**Work to complete**
Please count how many lines below contain the word "nodes" and reply with only that number.
=== Data for analysis ===
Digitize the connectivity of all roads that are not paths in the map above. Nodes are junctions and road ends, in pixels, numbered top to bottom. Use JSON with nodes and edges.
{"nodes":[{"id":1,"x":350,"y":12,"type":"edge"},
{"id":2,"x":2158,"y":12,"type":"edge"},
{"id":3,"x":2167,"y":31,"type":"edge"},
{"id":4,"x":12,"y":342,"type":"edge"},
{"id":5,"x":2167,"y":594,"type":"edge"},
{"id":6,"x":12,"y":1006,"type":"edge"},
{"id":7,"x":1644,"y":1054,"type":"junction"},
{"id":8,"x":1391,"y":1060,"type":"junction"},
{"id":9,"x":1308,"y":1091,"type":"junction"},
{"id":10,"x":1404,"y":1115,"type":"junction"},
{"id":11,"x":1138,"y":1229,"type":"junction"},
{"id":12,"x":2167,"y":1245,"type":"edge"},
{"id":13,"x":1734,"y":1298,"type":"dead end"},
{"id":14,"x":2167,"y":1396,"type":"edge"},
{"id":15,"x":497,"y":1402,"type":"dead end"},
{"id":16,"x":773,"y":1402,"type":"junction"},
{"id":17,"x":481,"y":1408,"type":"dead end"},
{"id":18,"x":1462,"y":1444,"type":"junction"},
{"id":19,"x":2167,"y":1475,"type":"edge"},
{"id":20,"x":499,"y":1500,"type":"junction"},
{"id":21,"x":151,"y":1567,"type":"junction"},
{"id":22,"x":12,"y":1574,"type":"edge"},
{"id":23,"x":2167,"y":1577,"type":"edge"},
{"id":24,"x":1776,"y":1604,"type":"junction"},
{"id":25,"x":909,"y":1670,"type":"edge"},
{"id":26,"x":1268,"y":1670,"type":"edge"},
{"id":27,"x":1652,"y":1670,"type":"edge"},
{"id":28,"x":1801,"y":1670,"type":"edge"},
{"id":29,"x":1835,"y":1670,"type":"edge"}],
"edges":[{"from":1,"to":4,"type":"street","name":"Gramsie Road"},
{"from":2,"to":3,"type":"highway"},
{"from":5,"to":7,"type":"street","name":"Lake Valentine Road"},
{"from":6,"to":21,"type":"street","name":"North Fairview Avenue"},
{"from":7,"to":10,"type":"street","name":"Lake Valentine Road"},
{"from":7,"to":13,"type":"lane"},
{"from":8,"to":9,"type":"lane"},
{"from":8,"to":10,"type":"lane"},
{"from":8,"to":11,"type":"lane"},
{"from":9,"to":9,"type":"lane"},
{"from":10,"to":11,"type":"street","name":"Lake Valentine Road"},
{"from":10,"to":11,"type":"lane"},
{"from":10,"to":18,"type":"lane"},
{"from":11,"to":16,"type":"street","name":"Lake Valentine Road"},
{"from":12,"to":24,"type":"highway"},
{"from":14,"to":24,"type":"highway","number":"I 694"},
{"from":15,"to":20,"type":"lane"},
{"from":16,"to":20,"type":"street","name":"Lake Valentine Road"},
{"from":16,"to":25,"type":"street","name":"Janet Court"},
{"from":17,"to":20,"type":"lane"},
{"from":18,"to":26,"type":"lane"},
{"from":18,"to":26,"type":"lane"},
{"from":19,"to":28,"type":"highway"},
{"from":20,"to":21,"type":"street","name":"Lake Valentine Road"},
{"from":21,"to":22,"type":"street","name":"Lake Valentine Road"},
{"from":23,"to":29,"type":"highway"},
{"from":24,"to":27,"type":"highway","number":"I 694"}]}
===
**Answer space**
2